- Court: High Court
- Full case name: Geraldine Kennedy & Others v Ireland & Another
- Decided: 12 January 1987
- Citation: [1987] IR 587, [1988] ILRM 472

Court membership
- Judge sitting: Hamilton P.

Keywords
- Right to privacy; Phone tapping; Constitution of Ireland;

= Kennedy v Ireland =

1987 Irish High Court case on phone tapping

Kennedy v Ireland is an Irish constitutional law case about right to privacy under the Constitution of Ireland.

==Background==

Geraldine Kennedy was a political correspondent with The Sunday Tribune, and Bruce Arnold was a journalist with The Irish Independent. After November 1982 Irish general election, the Charles Haughey's Fianna Fáil government was replaced by a Fine Gael-Labour coalition. Just weeks after, on 18 December 1982, The Irish Times security correspondent Peter Murtagh revealed that Haughey's justice minister Seán Doherty had authorised wiretapping of Kennedy's and Arnold's residential telephone numbers.

Before the High Court, Kennedy, Arnold, and Arnold's wife, Mavis Arnold, sued the State. They argued that their constitutional right to privacy under Article 40.3 had been violated through the unlawful tapping of their telephones. They argued that the State failed to protect their personal rights, infringed on their professional and private lives, and interfered with their freedom of expression by monitoring and transcribing their conversations without lawful justification. Article 40.3 reads:

1. The State guarantees in its laws to respect, and, as far as practicable, by its laws to defend and vindicate the personal rights of the citizen.
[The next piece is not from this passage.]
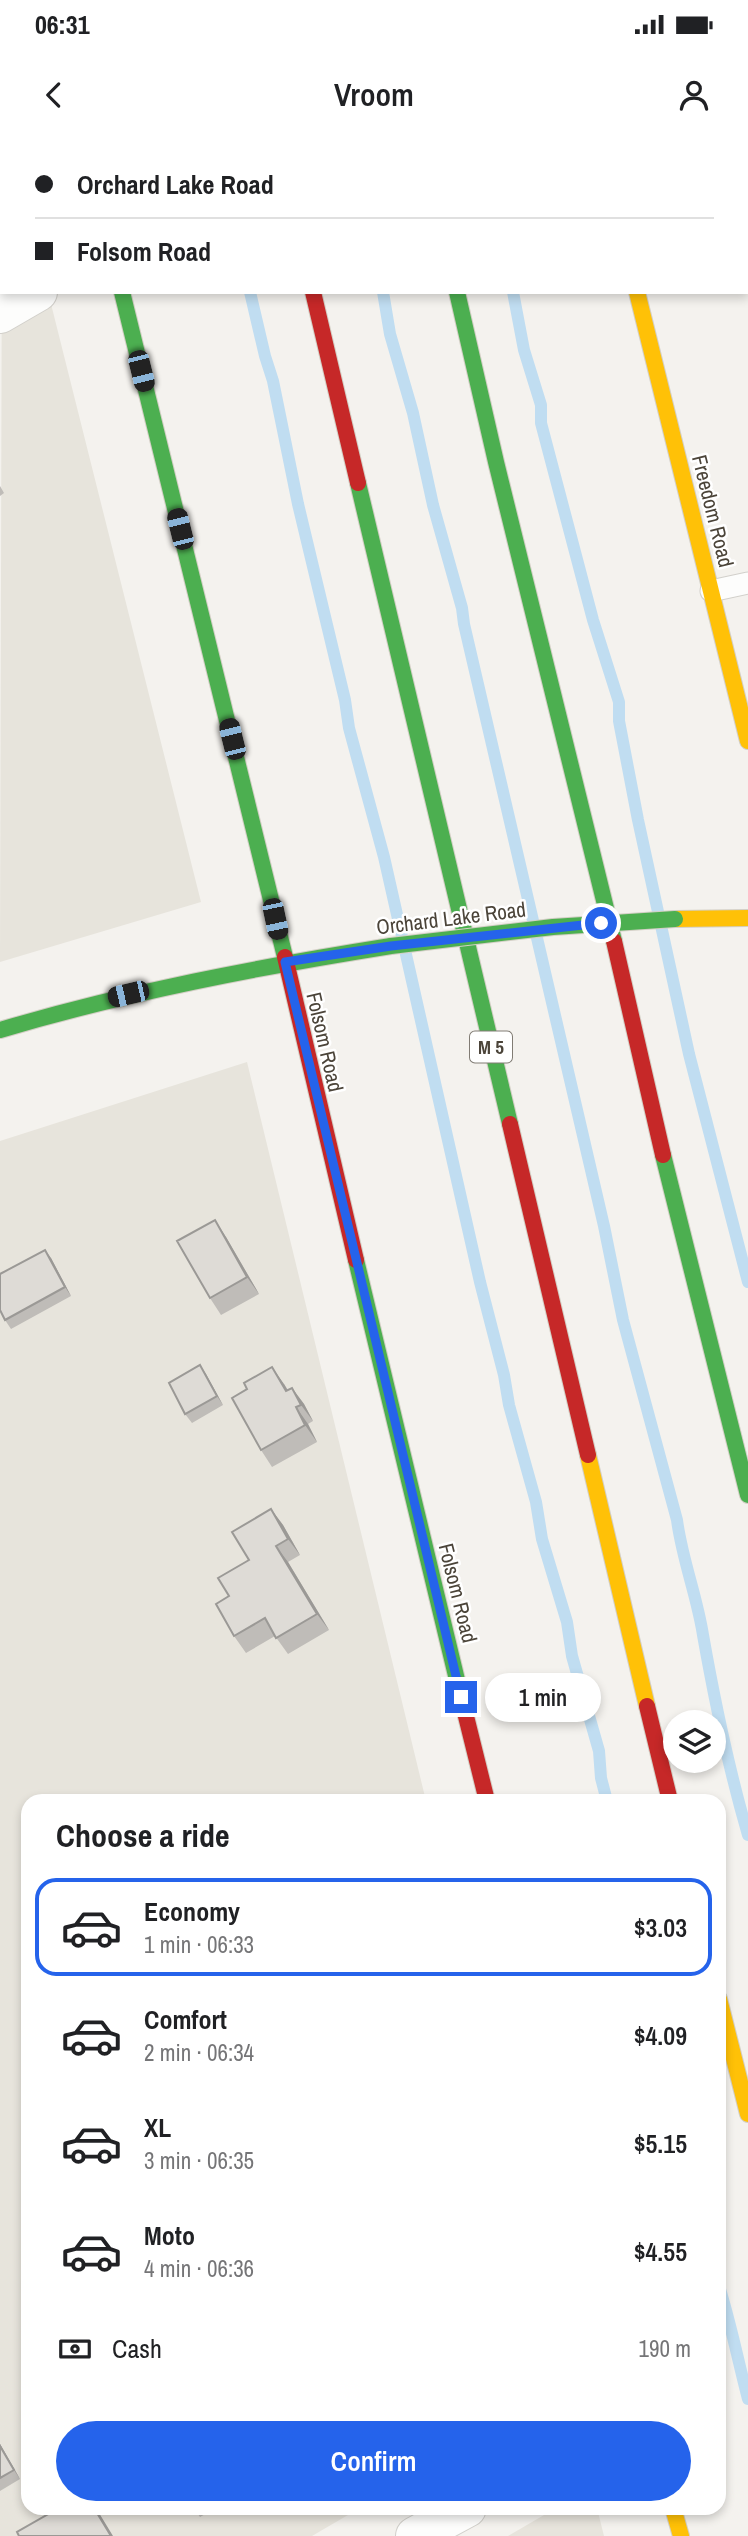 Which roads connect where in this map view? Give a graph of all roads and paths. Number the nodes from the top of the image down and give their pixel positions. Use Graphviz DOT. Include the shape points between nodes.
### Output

 2. The State shall, in particular, by its laws protect as best it may from unjust attack and, in the case of injustice done, vindicate the life, person, good name, and property rights of every citizen.

The State conceded that while such phone tapping warrants were issued only in very limited circumstances, there was no justification for the tapping Kennedy's or Arnolds' telephone. However it argued, that while tapping was improper, it was not illegal nor did it interfere with any constitutional rights of Kennedy or the Arnolds.

==Decision==
The President of the High Court, Judge Hamilton held that government's unauthorized phone tapping violated Kennedys' and Arnold's constitutional right to privacy.